Carteles "anti-Trump" creados por Shepard Fairey para el proyecto We The People: public art

Begoña Huertas

Hace tiempo la profesora Christine Henseler de la Universidad de Nueva York, que estudiaba la joven literatura española en los 90, nos pidió a un grupo de mujeres nuestra opinión para editar un volumen sobre “escritoras ante el mercado literario”. En un primer momento rechacé el ofrecimiento argumentando mi negativa. Finalmente, fue la explicación de esa negativa la que se acabó publicando como artículo, con el expresivo título de “Yo no querría estar aquí y sin embargo”.

Mi reticencia a participar en un estudio sobre el mercado que recogiera únicamente el testimonio de las mujeres era la misma que tenía a participar en una antología de relatos femenina o en una mesa redonda “de mujeres”, y se basaba en el rechazo a institucionalizar la condición marginal de las mujeres, a normalizar su condición de género marcado, a contribuir a instalar una “literatura femenina” o “literatura escrita por mujeres” siempre enfrentada a La Literatura, esta sí con mayúscula, la no marcada, la escrita mayoritariamente por hombres.

Mi reticencia hoy sigue siendo la misma, pero si en este momento vuelvo sobre el tema es porque me parece que algo ha cambiado: ha surgido –resurgido– un activismo feminista que no ocupa el mismo lugar que ese espacio etiquetado, marginal, marcado en el que se enclaustran algunos actos “de mujeres”, al menos en literatura.

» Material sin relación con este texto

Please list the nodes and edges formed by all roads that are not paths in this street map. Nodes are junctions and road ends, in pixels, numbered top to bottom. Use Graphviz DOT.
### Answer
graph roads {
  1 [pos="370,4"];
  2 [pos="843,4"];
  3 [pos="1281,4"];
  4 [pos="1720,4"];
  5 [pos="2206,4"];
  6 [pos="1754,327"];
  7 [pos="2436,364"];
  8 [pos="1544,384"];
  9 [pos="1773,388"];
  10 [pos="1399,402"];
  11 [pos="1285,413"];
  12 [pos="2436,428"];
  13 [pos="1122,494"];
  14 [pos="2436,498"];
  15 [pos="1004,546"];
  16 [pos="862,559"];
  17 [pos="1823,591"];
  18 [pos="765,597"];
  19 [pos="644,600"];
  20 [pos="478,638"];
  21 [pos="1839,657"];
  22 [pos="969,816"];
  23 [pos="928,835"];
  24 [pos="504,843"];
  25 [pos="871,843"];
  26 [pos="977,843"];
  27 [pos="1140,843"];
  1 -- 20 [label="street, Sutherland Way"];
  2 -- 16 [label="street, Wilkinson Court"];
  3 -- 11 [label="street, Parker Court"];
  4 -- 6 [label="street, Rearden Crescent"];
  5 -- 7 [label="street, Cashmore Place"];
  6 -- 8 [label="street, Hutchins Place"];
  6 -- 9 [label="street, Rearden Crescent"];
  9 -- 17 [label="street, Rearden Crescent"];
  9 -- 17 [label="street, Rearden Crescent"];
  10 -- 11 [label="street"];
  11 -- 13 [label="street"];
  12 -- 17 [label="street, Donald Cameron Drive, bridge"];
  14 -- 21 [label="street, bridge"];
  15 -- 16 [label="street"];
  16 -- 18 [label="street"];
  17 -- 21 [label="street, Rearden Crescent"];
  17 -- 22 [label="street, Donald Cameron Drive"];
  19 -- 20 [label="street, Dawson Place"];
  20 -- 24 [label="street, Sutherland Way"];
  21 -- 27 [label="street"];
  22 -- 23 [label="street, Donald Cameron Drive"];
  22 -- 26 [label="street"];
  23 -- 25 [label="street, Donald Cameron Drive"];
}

También ha habido un rebrote del machismo, un retroceso en el proceso de igualdad debido al auge de los sectores más conservadores y reaccionarios de nuestra sociedad. Y en este rebrote mucho tiene que ver esa ideología de “extremo centro” que reacciona ante lo que llama “la dictadura de la corrección política” (¿recordáis a Aznar diciendo “y usted me va a decir a mí cuántas copas de vino puedo tomar”?) y que se enroca en la supuesta equidistancia de lo “apolítico” (los exlegionarios que homenajearon esta semana a un franquista afirmaban “somos apolíticos”). Desde ese extremo centro se difunde la falacia de equiparar feminismo con machismo o de relacionarlo con una postura extremista e intransigente (feminazi).

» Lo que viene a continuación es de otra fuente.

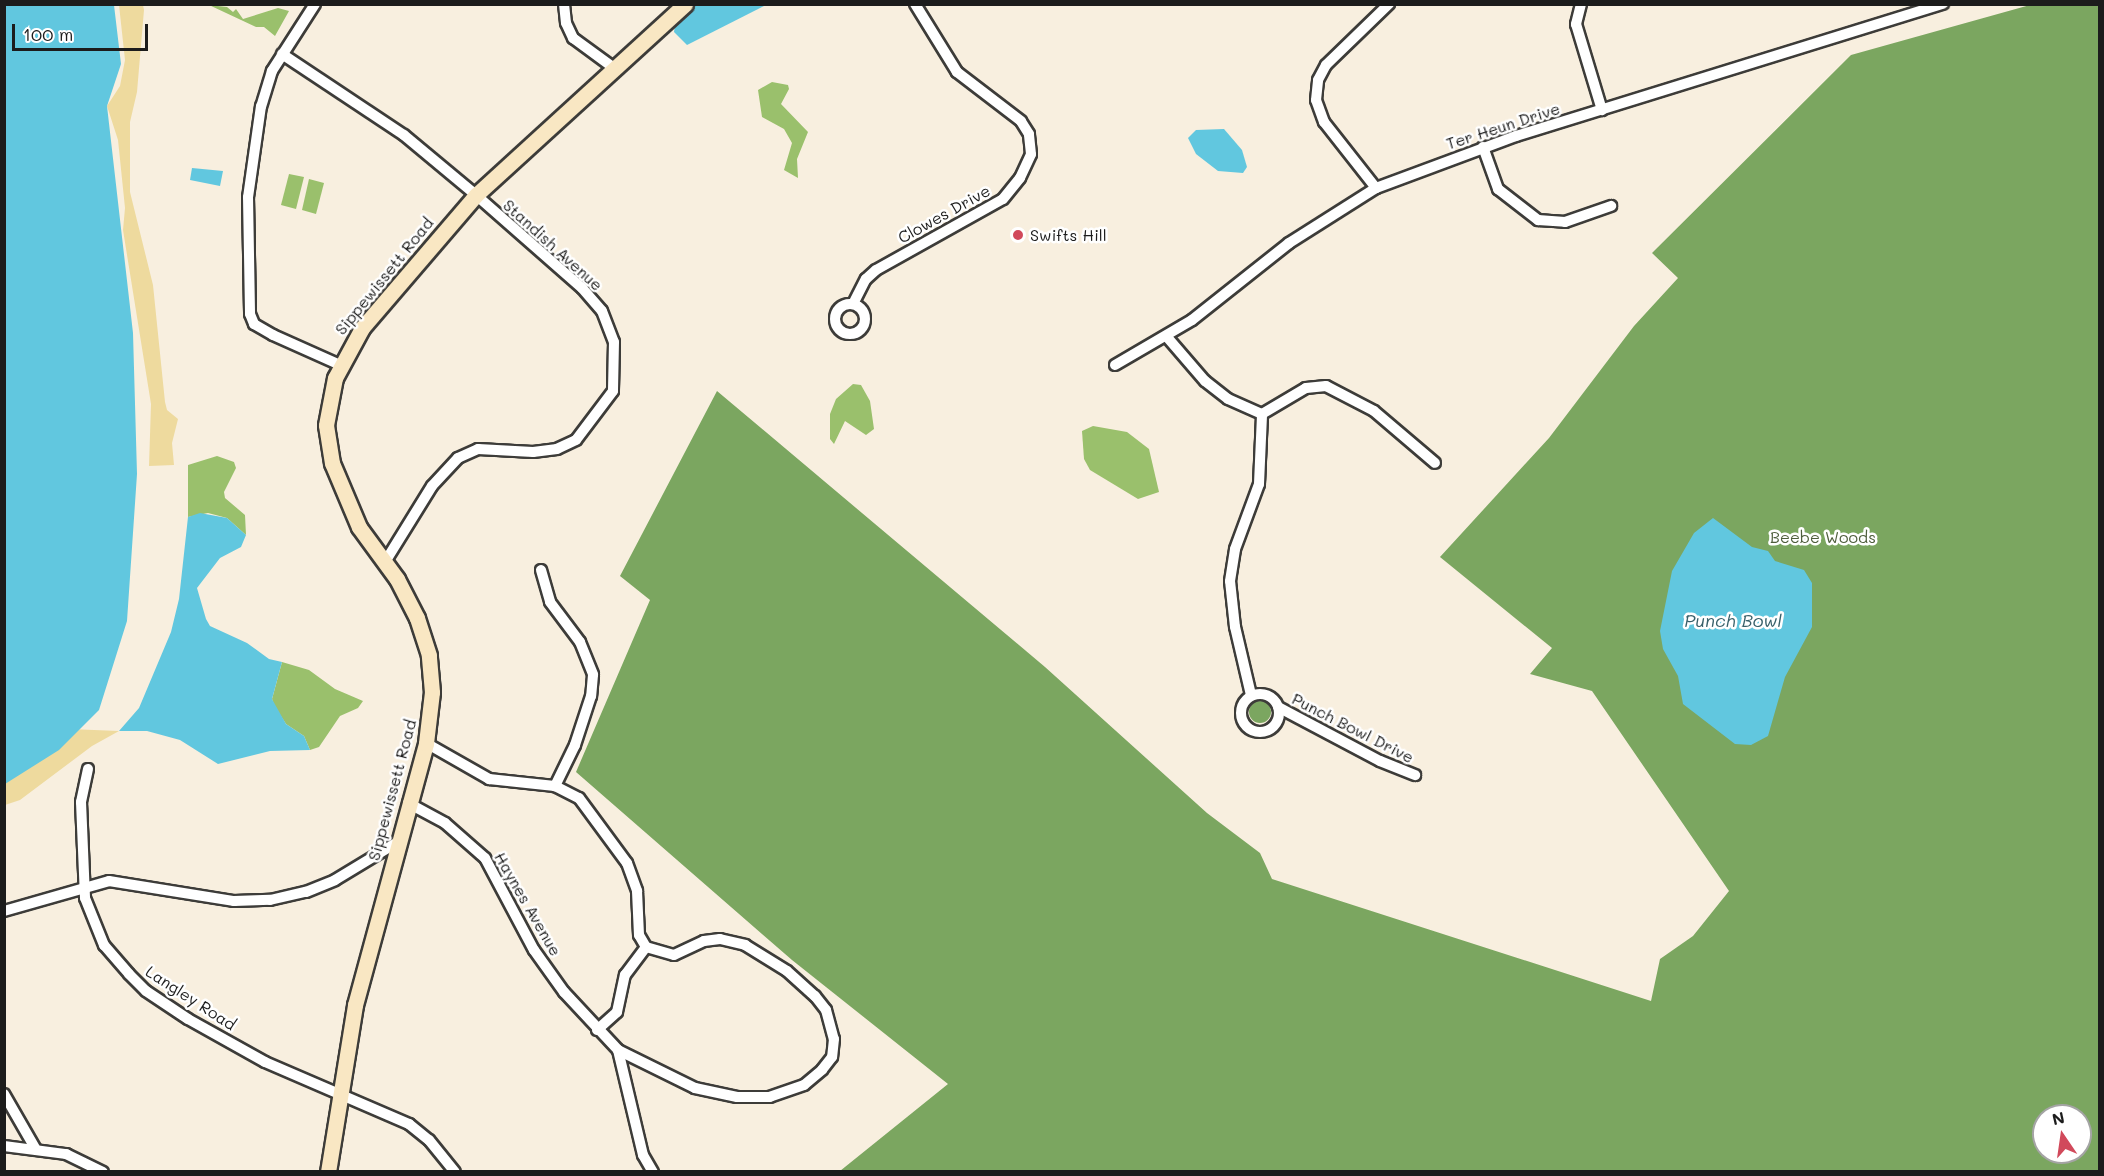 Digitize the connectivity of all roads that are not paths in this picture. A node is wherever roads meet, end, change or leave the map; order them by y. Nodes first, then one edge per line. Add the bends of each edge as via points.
1 (315, 4) edge
2 (564, 4) edge
3 (685, 4) edge
4 (915, 4) edge
5 (1389, 4) edge
6 (1581, 4) edge
7 (1943, 4) edge
8 (282, 54) junction
9 (614, 68) junction
10 (1602, 110) junction
11 (1483, 147) junction
12 (1376, 188) junction
13 (476, 195) junction
14 (1611, 206) dead end
15 (853, 304) dead end
16 (1167, 337) junction
17 (340, 365) junction
18 (1115, 365) dead end
19 (1262, 414) junction
20 (1435, 463) dead end
21 (385, 562) junction
22 (541, 570) dead end
23 (1251, 695) junction
24 (1278, 707) junction
25 (426, 743) junction
26 (87, 770) dead end
27 (1415, 775) dead end
28 (555, 786) junction
29 (408, 802) junction
30 (396, 843) junction
31 (389, 867) junction
32 (356, 869) junction
33 (85, 889) junction
34 (4, 911) edge
35 (646, 947) junction
36 (597, 1030) junction
37 (618, 1050) junction
38 (339, 1092) junction
39 (4, 1094) edge
40 (4, 1146) edge
41 (35, 1148) junction
42 (103, 1172) edge
43 (328, 1172) edge
44 (455, 1172) edge
45 (653, 1172) edge

1 - 8 street
2 - 9 street via 573,38
3 - 9 main road, Sippewissett Road
4 - 15 street, Clowes Drive via 963,78 1021,121 1029,134 1030,154 1020,178 1003,200 876,270 866,279
5 - 12 street via 1326,65 1318,80 1316,100 1324,122
6 - 10 street via 1576,24
7 - 10 street, Ter Heun Drive
8 - 13 street, Standish Avenue via 404,135
8 - 17 street via 265,89 252,159 248,206 250,314 254,324 273,335
9 - 13 main road, Sippewissett Road
10 - 11 street, Ter Heun Drive
11 - 12 street, Ter Heun Drive
11 - 14 street via 1498,189 1538,220 1565,222
12 - 16 street, Ter Heun Drive via 1289,243
13 - 17 main road, Sippewissett Road via 362,328
13 - 21 street, Standish Avenue via 582,288 602,311 614,342 613,391 576,440 557,449 478,449 458,458 432,486
16 - 18 street, Ter Heun Drive
16 - 19 street via 1205,381 1228,399
17 - 21 main road, Sippewissett Road via 326,425 332,463 359,527
19 - 20 street via 1306,388 1326,386 1374,411
19 - 23 street via 1259,484 1235,549 1230,581 1235,627
21 - 25 main road, Sippewissett Road via 409,601 427,647 432,692
22 - 28 street via 550,602 580,642 593,675 578,736
23 - 24 street, Punch Bowl Drive via 1264,694
23 - 24 street, Punch Bowl Drive via 1241,710 1242,722 1251,730 1263,731 1274,725
24 - 27 street, Punch Bowl Drive via 1380,761
25 - 28 street via 489,779
25 - 29 main road, Sippewissett Road
26 - 33 street, Langley Road via 81,802
28 - 35 street via 579,798 627,862 638,891 639,935
29 - 30 main road, Sippewissett Road
29 - 36 street, Haynes Avenue via 445,823 485,858 534,951
30 - 31 main road, Sippewissett Road
30 - 32 street
31 - 32 street via 371,864
31 - 38 main road, Sippewissett Road via 359,986
32 - 33 street via 306,892 270,900 234,901 109,881
33 - 34 street
33 - 38 street, Langley Road via 104,945 146,991 265,1062
35 - 36 street via 625,975 617,1012
35 - 37 street, Haynes Avenue via 674,955 704,941 720,939 745,945 787,971 815,996 831,1023 832,1057 804,1085 788,1093 737,1097 695,1088
36 - 37 street, Haynes Avenue
37 - 45 street via 643,1155
38 - 43 main road, Sippewissett Road
38 - 44 street via 409,1124 429,1140
39 - 41 street
40 - 41 street
41 - 42 street via 66,1154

Como decía, sigo pensando que situarnos al margen del espacio de poder no nos beneficia, que es contraproducente limitarnos sólo a los campos de acción que lleven el adjetivo femenino incorporado. Porque el peligro es asociar continuamente el hecho de ser mujer a pertenecer a una masa difusa, a un subgénero, a una etiqueta siempre definida “en contraposición a”. Por eso dudo de la pertinencia de los clubs de lectura de mujeres, de las charlas de mujeres periodistas, las mesas redondas de escritoras o periodistas.

Ahora bien, y es aquí donde veo la novedad respecto a aquel artículo que escribí hace quince años, otra cosa es si esos encuentros se presentan desde una clara voluntad activista, feminista, contestataria y de denuncia, una estación de paso, no un fin en sí mismo. Ahí se encuadran por ejemplo los clubs de lectura feminista de La tribu, o los GUFs (Gabinete de Urgencia Feminista) impulsados por Carmen G. de la Cueva, entre otras iniciativas recientes (la marcha anti-Trump).

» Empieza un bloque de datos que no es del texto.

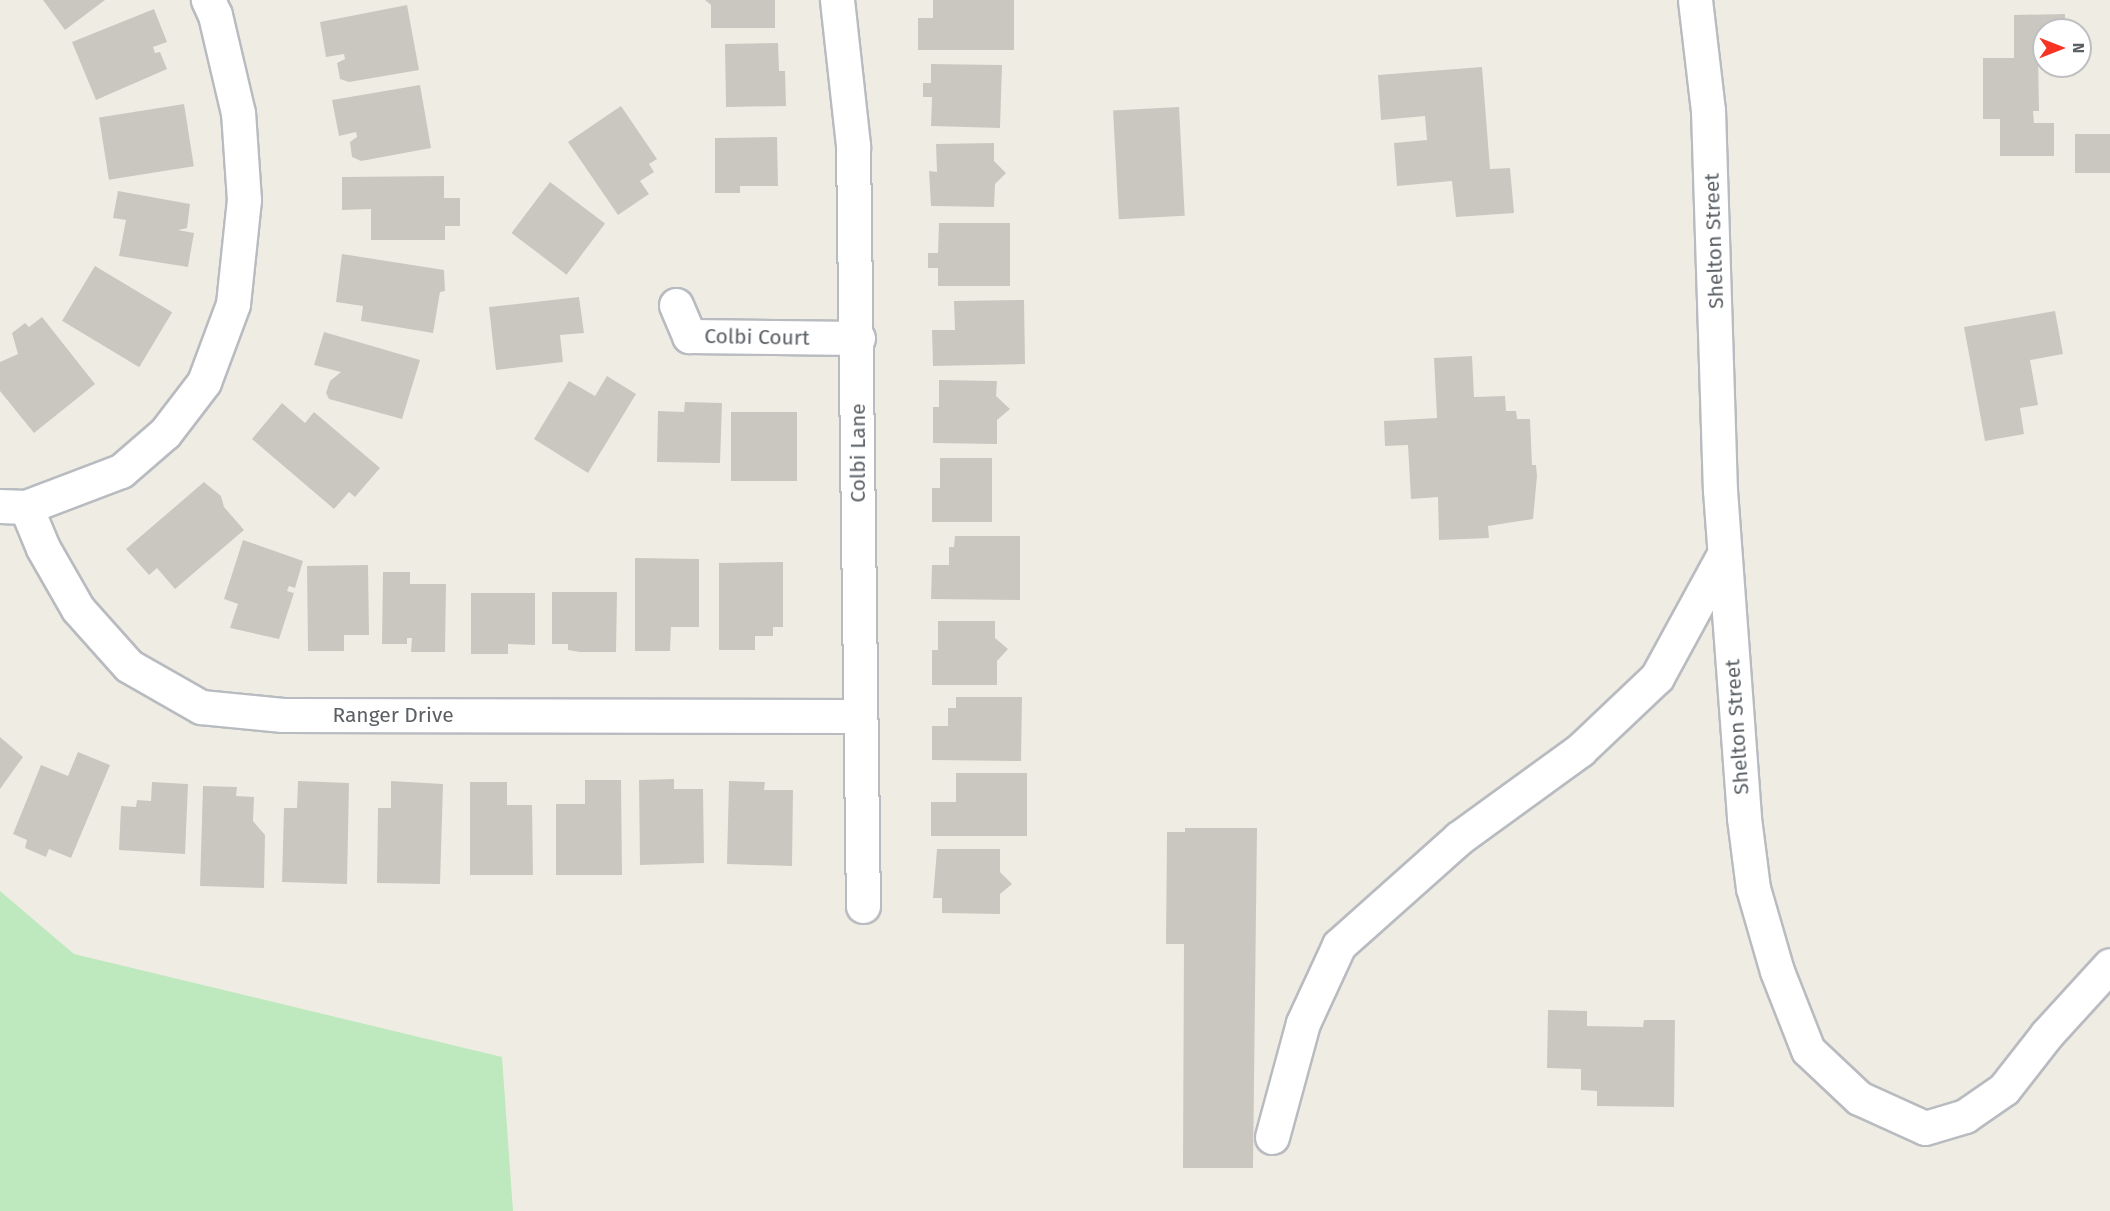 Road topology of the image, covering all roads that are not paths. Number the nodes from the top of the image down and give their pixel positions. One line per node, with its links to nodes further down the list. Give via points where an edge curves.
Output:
1 (208, 0): 6 (street, via 238,113 244,200 233,304 204,382 165,433 121,471)
2 (837, 0): 5 (street, Colbi Lane, via 853,146)
3 (1695, 0): 7 (street, Shelton Street, via 1708,110)
4 (676, 305): 5 (street, Colbi Court, via 689,336)
5 (858, 338): 8 (street, Colbi Lane)
6 (13, 507): 8 (street, Ranger Drive, via 43,548 78,609 129,666 201,707 283,715)
7 (1725, 554): 10 (street, Shelton Street, via 1753,888 1777,970 1808,1050 1859,1098 1925,1128 1965,1116 2004,1089 2047,1034); 11 (street, via 1657,677 1580,750 1459,838 1338,945 1303,1023)
8 (860, 716): 9 (street, Colbi Lane)
9 (863, 906)
10 (2110, 965)
11 (1272, 1137)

En este sentido, la reunión de directoras de periódico que tuvo lugar hace unas semanas desde mi punto de vista equivocó el título del encuentro: “Periodismo por mujeres” se titulaba, volviendo una vez más a dejar El Periodismo (sin adjetivos) en manos de los hombres (el género no marcado). Podría haberse llamado “Encuentro de directoras de periódico feministas” o algo así, ya que aquellas personas estaban ahí por ser feministas, no por ser mujeres.

No se trata de construir un espacio solo para mujeres dentro del espacio público, sino de pelear por que en ese espacio público haya no una proporción 3:1 a favor de los hombres (¡en el mejor de los casos!) sino el espacio natural que nos corresponde como la mitad de la humanidad que somos. Lo mas importante y lo más difícil es la transformación en el imaginario colectivo, lo más difícil es luchar contra la inercia heredada tras siglos de patriarcado. Requiere un esfuerzo recordar nombres de mujeres relevantes, corregir el primer impulso a ignorarlas o, dicho de otro modo, el impulso a valorar o dar más peso a la voz de un hombre. Cuesta esfuerzo y por eso es activismo. La escritora Laura Freixas en su cuenta de Twitter no se cansa de denunciar actos con sólo hombres o mínima presencia de mujeres. El ninguneo está a la orden del día, es lo establecido, es lo normal, tanto que si no se está atento no se percibe.

Que alguien se diga feminista y que en un momento dado hasta sea capaz de montar una charla o un número especial de una revista dedicado a mujeres no sirve de nada. Para que el feminismo tenga una capacidad real transformadora requiere un esfuerzo en el trabajo del día a día, requiere una voluntad consciente para no repetir los esquemas machistas trillados (en argumentos y en personajes a la hora de construir relatos –relatos en el sentido más amplio del término, también relatos políticos–) y para seleccionar el mismo número o más de mujeres que de hombres en cualquier tipo de lista, para cualquier tipo de acto. El trabajo es ocupar el imaginario social, no atrincherarnos en un rincón.

Como en los carteles que Shepard Fairey dibujó para las marchas anti-Trump, las mujeres son las personas, no “las mujeres”. Es necesario, y es lo más difícil, romper esa construcción mental en la que se establece un orden jerárquico donde lo universal es masculino y las especificidades femeninas.

Hace quince años ya desde que escribí aquel “Yo no querría estar aquí y sin embargo”. Hoy sí quiero estar aquí. ¿Qué ha cambiado?, podéis preguntarme. Pues no ha cambiado nada. Y por eso precisamente, porque no ha cambiado nada en tanto tiempo estoy escribiendo esto, aunque hubiera preferido una vez más no tener que hacerlo.